Finding miRNAs originated by mRNA retrotransposition events
To identify miRNAs originating from mRNA retrocopies (retro-miRs), we developed a set of local pipelines and surveyed several databases (Fig. 1A). Briefly, we constructed and used a set of computational algorithms to assess and integrate information from three databases: miRBase, the reference database for information on several miRNAs [23]; miRIAD, a database containing annotation and further data on intragenic miRNAs and their host genes [24, 25]; and RCPedia, a database of retrocopies present in humans and other species [26]). Further information about the investigated genes (retrocopies and miRNAs), such as their conservation, expression, miRNA targets, and functional information, was retrieved from other databases (e.g., TargetScan [27], miRTarBase [28], FANTOM phase 5, and The Cancer Genome Atlas (TCGA) and locally processed (Fig. 1A). Further details are available in the Methodology section.
Using this strategy, we identified 17 retro-miRs in retrocopied sequences. These miRNAs were grouped into three distinct classes: retroposed (R-retro-miRs), exon junction (EJ)-retro-miRs, and novel retro-miRs (N-retro-miRs) (Fig. 1B). Six R-retro-miRs (35.3%; miR-4444-2, miR-1244-2, miR-1244-3, miR-1244-4, miR-1244-5, and miR-1244-6) are retroduplications of exonic miRNAs already present in their parental gene sequences (Fig. 1B, Supplementary Figure S1). These include four R-retro-miRs that are fully identical to their parental miRNAs and two others that have variations in their precursor stem, including one retro-miR with variations in the mature region (outer seed region). We found seven EJ-retro-miRs (41.2%; miR-492, miR-622, miR-4426, miR-4426-1, miR-3654, miR-3654-1, and miR-10527), which were also in the exonic region of their parental genes but spanned two exons (Fig. 1B, Supplementary Figure S2). Interestingly, none of these miRNAs have been annotated in the parental gene region, likely because they are split by an intronic sequence. The last retro-miR class, N-retro-miR, comprised four miRNAs (23.5%; miR-4788, miR-7161, miR-4468, and miR-572) that had a de novo origin in the retrocopied sequences because of the occurrence of mutations during evolution (Fig. 1B, Supplementary Figure S3). Upon checking the equivalent region in the parental gene, no evidence of a stem loop, that is, a putative miRNA, was found (Supplementary Figure S4).

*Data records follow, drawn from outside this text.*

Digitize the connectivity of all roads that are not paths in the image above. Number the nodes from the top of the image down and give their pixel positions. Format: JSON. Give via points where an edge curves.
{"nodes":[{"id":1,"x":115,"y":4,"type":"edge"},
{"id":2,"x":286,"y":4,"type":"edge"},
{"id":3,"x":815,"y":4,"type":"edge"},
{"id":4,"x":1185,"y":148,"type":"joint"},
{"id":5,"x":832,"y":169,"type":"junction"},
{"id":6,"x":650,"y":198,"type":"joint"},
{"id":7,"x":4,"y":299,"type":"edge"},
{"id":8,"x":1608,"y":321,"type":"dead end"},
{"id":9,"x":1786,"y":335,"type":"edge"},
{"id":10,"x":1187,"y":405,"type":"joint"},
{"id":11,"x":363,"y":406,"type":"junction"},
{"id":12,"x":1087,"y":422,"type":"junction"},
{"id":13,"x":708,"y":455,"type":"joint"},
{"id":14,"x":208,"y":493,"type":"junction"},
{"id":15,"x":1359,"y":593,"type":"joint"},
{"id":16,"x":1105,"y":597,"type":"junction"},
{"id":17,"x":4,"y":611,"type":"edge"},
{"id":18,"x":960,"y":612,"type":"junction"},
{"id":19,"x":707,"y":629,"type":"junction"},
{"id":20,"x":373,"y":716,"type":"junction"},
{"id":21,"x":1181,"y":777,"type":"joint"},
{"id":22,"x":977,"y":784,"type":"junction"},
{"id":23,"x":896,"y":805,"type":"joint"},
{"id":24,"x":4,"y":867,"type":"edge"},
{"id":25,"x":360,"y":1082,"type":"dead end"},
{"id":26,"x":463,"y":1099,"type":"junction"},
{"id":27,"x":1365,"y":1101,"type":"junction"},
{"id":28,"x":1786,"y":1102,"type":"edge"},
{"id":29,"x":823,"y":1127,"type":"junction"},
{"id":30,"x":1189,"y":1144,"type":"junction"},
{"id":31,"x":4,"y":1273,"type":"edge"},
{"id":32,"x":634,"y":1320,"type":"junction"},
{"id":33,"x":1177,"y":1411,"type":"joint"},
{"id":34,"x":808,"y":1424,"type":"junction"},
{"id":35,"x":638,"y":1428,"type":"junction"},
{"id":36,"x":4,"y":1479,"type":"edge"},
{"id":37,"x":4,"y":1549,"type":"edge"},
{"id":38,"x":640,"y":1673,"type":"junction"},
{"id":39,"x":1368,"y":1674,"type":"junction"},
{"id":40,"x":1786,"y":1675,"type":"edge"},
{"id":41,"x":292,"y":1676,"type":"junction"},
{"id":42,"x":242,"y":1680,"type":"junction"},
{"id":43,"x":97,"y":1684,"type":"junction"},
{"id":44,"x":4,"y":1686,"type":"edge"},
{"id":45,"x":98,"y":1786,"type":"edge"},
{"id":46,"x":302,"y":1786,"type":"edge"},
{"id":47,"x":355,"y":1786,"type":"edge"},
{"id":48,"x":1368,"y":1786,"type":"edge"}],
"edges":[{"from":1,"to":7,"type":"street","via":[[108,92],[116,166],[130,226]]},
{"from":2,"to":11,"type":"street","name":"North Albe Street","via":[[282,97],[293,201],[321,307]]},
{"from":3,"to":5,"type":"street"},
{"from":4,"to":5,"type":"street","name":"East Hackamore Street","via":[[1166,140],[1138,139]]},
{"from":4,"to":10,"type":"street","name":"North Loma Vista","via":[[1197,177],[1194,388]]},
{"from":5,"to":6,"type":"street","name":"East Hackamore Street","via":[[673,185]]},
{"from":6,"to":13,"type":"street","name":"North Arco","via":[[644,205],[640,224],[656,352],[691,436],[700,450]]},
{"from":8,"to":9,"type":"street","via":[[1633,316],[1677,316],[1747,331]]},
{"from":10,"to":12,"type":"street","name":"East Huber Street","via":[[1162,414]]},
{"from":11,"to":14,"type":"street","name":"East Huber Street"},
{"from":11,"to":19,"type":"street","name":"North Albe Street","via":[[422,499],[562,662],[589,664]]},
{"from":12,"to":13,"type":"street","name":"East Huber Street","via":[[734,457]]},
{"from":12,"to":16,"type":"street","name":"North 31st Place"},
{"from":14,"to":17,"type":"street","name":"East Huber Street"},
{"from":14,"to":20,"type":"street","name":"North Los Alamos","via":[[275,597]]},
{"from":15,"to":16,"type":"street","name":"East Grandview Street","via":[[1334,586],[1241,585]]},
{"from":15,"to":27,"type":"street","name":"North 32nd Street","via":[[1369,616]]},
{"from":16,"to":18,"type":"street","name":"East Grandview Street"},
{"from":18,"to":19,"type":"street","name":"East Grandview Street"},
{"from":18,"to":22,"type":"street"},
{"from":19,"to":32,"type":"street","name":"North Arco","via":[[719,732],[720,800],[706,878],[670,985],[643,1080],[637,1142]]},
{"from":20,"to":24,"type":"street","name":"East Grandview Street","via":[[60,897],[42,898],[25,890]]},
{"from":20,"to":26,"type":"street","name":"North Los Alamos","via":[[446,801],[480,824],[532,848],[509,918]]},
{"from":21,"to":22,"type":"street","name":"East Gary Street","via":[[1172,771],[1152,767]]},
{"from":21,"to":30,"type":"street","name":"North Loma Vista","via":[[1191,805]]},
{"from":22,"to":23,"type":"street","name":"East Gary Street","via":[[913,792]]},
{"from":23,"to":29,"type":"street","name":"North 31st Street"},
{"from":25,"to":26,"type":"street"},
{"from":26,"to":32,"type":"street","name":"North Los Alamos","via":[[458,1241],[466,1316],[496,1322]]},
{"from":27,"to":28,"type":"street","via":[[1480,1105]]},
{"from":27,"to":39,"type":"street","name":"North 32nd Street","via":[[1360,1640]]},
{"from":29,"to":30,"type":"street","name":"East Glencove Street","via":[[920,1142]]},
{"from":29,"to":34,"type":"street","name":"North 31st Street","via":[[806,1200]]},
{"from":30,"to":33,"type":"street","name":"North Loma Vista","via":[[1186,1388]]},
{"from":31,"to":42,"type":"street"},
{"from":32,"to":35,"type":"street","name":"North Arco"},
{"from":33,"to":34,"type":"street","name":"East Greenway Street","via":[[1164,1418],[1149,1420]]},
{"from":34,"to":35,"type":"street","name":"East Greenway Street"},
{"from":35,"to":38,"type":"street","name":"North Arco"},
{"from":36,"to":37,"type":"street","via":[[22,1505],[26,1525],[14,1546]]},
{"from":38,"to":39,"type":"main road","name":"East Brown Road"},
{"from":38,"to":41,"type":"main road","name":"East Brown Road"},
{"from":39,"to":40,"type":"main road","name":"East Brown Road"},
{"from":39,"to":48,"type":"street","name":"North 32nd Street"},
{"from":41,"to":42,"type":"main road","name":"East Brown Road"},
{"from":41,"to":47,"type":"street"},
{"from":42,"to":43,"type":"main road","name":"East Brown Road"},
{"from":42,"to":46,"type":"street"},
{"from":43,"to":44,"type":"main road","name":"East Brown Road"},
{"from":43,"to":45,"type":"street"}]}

Next, we investigated the characteristics of retrocopies containing retro-miRs. First, we found that the six R-retro-miRs present in both retrocopy and parental genes originated from six distinct retroduplication events but only from two parental genes: PTMA (five retrocopies with retro-miRs) and HNRNPA3 (one retrocopy) (Supplementary Table S1). Interestingly, these genes were highly retroduplicated in the human genome. PTMA presented 13 retrocopies and HNRNPA3 presented 17 retrocopies (Supplementary Table S2). In contrast, five distinct parental genes originated from the seven retrocopies with seven EJ-retro-miRs, and four distinct parental genes originated from four retrocopies, each with an N-retro-miR (Supplementary Table S1 and S2).
These results led us to investigate the events of chromosomal duplication of genes containing exonic miRNAs, in addition to the retro-miRs we identified. Briefly, we found that among the 19,768 protein-coding genes, 144 contained exonic miRNAs, of which 17 were duplicated by retrotransposition and 24 by DNA-mediated duplication. Interestingly, only two DNA-based duplications contained miRNAs in their duplicates (Supplementary Table S3). Taken together, these results suggest that retroduplication is a common pathway for the origin of novel miRNAs.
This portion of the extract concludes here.